In the project of Professor Mikko Möttönen, the strong academic expertise of Aalto University meets with a European leader in quantum computer hardware, IQM. The joint effort of these two front runners will bring major added value and expedite the growth and scale up of the academia and the industry. The project taps into the core of this revolution and helps the growing ecosystem to bring forward major innovations paving the way for a useful quantum computer. The first aim of the project is to implement the logical operations between the qubits, quantum bits, so precisely that they can be used in quantum computers. The second aim is to use cryogenic microwave measurements to find out what kind of a qubit design would be optimal in quantum computers.

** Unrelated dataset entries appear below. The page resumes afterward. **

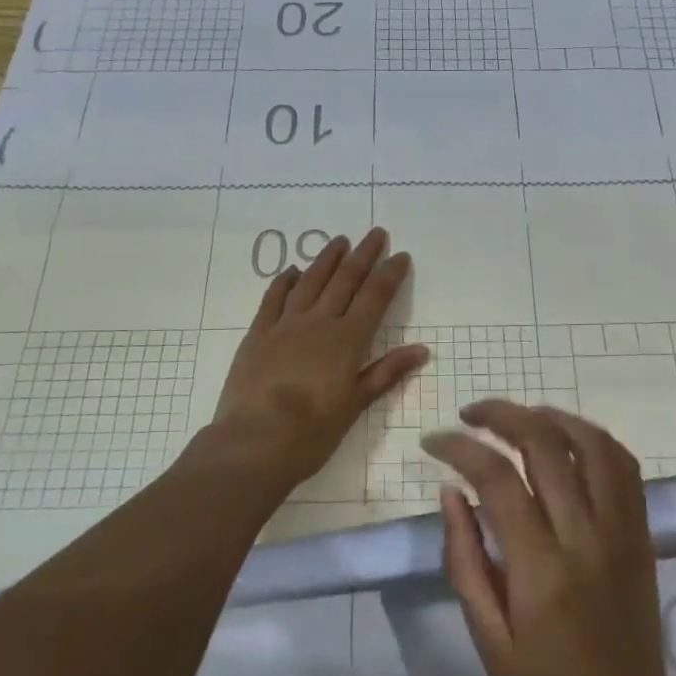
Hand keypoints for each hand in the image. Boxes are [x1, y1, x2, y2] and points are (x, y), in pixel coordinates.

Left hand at [209, 227, 426, 492]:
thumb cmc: (312, 432)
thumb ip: (386, 373)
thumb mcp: (355, 405)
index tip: (400, 255)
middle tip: (375, 233)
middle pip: (344, 281)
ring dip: (326, 259)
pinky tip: (292, 270)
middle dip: (363, 255)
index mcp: (347, 340)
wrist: (254, 442)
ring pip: (310, 282)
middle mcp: (318, 323)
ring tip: (339, 240)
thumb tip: (421, 349)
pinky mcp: (258, 334)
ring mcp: (285, 325)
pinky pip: (273, 299)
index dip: (389, 274)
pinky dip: (284, 281)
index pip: (374, 298)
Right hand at [426, 402, 675, 675]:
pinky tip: (564, 441)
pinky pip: (624, 466)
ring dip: (551, 416)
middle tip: (470, 415)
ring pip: (592, 443)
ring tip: (517, 418)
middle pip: (545, 444)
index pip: (497, 479)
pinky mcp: (642, 535)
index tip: (434, 442)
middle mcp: (586, 538)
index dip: (460, 448)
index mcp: (541, 570)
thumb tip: (449, 491)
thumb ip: (465, 559)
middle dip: (501, 415)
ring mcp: (622, 532)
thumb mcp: (488, 639)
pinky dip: (591, 439)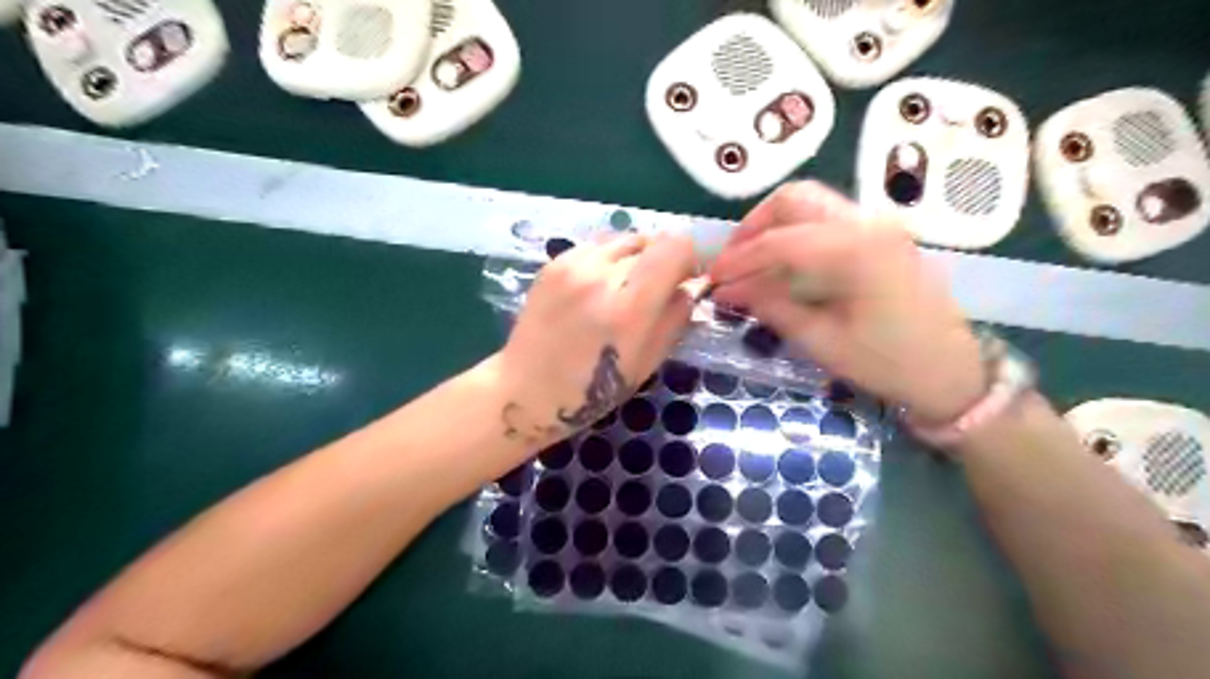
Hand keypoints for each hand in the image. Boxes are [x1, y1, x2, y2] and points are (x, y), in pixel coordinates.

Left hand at [497, 234, 695, 451]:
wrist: (527, 389)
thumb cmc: (592, 390)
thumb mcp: (647, 363)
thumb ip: (675, 318)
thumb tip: (692, 285)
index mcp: (628, 309)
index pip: (675, 247)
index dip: (690, 257)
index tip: (689, 277)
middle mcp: (600, 276)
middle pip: (652, 241)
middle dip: (665, 260)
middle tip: (659, 288)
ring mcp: (572, 265)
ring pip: (625, 238)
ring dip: (638, 256)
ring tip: (629, 286)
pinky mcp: (554, 263)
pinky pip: (597, 246)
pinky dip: (610, 259)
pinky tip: (601, 286)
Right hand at [712, 181, 987, 423]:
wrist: (952, 372)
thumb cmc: (888, 363)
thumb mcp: (822, 341)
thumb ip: (772, 307)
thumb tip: (727, 290)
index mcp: (856, 248)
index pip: (780, 241)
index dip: (739, 259)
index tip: (712, 278)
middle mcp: (868, 222)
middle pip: (794, 199)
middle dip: (753, 227)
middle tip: (730, 263)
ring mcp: (877, 224)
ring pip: (809, 205)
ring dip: (771, 227)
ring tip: (748, 263)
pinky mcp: (879, 235)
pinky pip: (824, 221)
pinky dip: (793, 235)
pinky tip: (778, 265)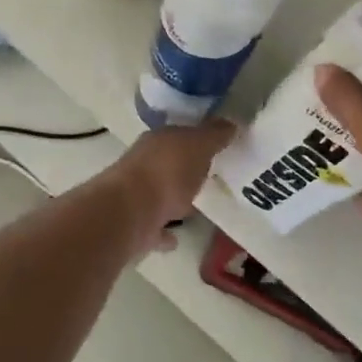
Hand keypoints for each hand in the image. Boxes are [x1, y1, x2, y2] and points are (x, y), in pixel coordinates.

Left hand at [112, 119, 235, 250]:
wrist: (130, 213)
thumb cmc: (167, 172)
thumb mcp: (198, 146)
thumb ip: (214, 135)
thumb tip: (231, 123)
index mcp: (157, 140)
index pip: (180, 134)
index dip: (199, 139)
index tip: (218, 148)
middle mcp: (144, 163)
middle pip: (168, 162)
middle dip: (185, 167)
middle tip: (210, 176)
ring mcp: (136, 195)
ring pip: (159, 193)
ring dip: (174, 198)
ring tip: (197, 206)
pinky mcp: (135, 224)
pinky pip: (155, 226)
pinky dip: (165, 231)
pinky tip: (177, 238)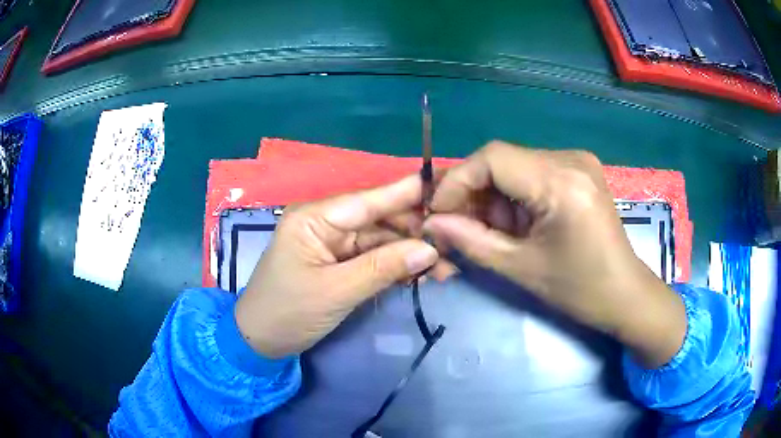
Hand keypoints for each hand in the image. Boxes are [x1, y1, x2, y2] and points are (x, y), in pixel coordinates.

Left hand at [235, 175, 447, 357]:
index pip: (367, 200)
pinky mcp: (338, 263)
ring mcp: (333, 244)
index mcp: (315, 218)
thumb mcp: (336, 292)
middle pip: (378, 220)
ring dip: (410, 254)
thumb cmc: (287, 312)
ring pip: (380, 241)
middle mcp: (325, 223)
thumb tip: (430, 249)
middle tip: (453, 244)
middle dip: (415, 233)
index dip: (406, 193)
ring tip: (446, 268)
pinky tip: (422, 275)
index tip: (443, 187)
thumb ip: (383, 268)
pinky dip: (396, 268)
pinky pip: (373, 259)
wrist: (261, 342)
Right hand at [423, 141, 686, 367]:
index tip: (440, 213)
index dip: (457, 181)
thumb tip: (431, 224)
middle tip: (458, 226)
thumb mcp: (520, 269)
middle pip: (502, 159)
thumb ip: (471, 242)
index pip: (491, 158)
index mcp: (560, 182)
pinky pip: (533, 172)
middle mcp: (570, 159)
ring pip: (515, 165)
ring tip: (489, 230)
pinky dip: (514, 195)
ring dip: (493, 196)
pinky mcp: (580, 170)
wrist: (625, 294)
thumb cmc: (579, 290)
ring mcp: (578, 161)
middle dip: (474, 192)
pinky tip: (515, 222)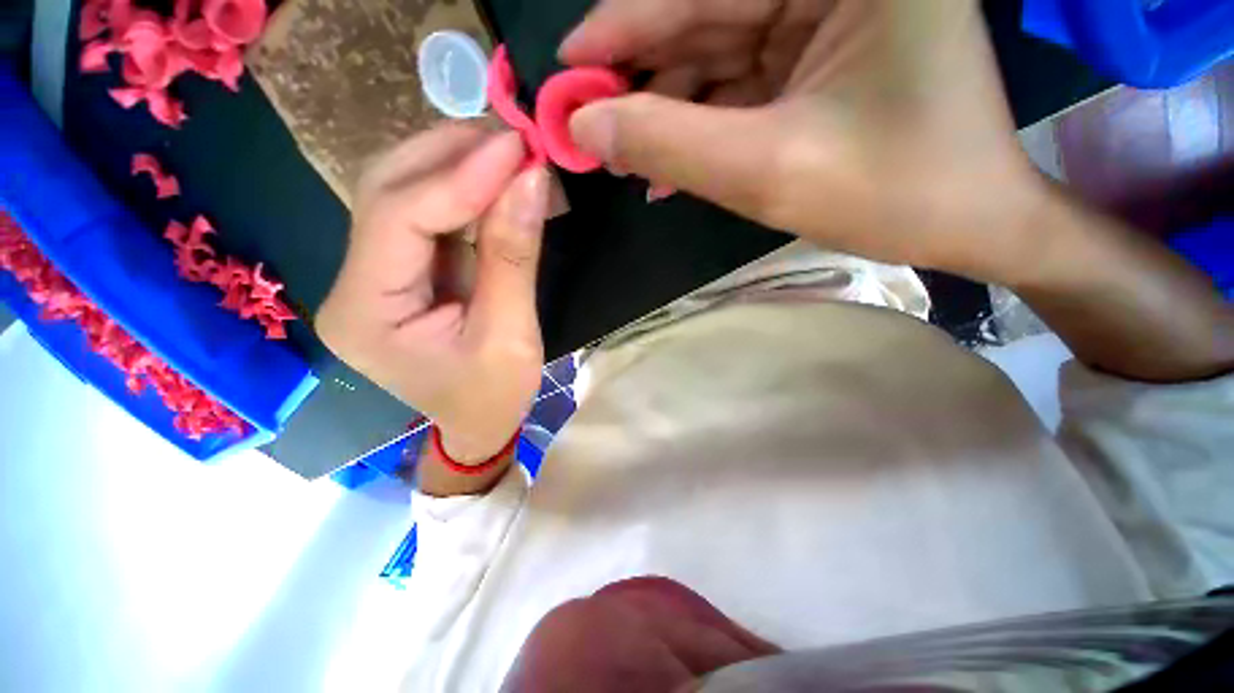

Surface defects play a role in essentially all semiconductor devices. In this project, Academy researcher Jani Oksanen and his research group aim to study controlled oxidation processes developed by Comptek Solutions Oy to eliminate the detrimental effects of surface recombination in thermophotonic GaAs based optical cooler prototypes investigated at Aalto University. This enables a case study of using controlled oxidation in state-of-the-art compound semiconductor devices, potentially eliminating one of the key bottlenecks presently slowing down the development of optical cooling technologies.
The project led by Professor Hele Savin develops a new type of sensors with superior sensitivity. The project utilizes the sensor technology developed at Aalto University related to so-called black silicon, which is proven to have superior optical and electrical properties. Black silicon is, however, applicable material for detecting only near-visible light wavelengths, so the project will develop the technology for other frequency ranges. The commercial potential will be investigated with the help of the industrial partner ElFys Inc., who has relevant knowhow, facilities, as well as knowledge for the device requirements.
The Finnish Research Impact Foundation was launched in spring 2019 by the Finnish government. It was given an initial capital stock of 60 million euros. The mission of FRIF is to promote the impact of Finnish cutting-edge research by strengthening the connection and cooperation between academia and industry.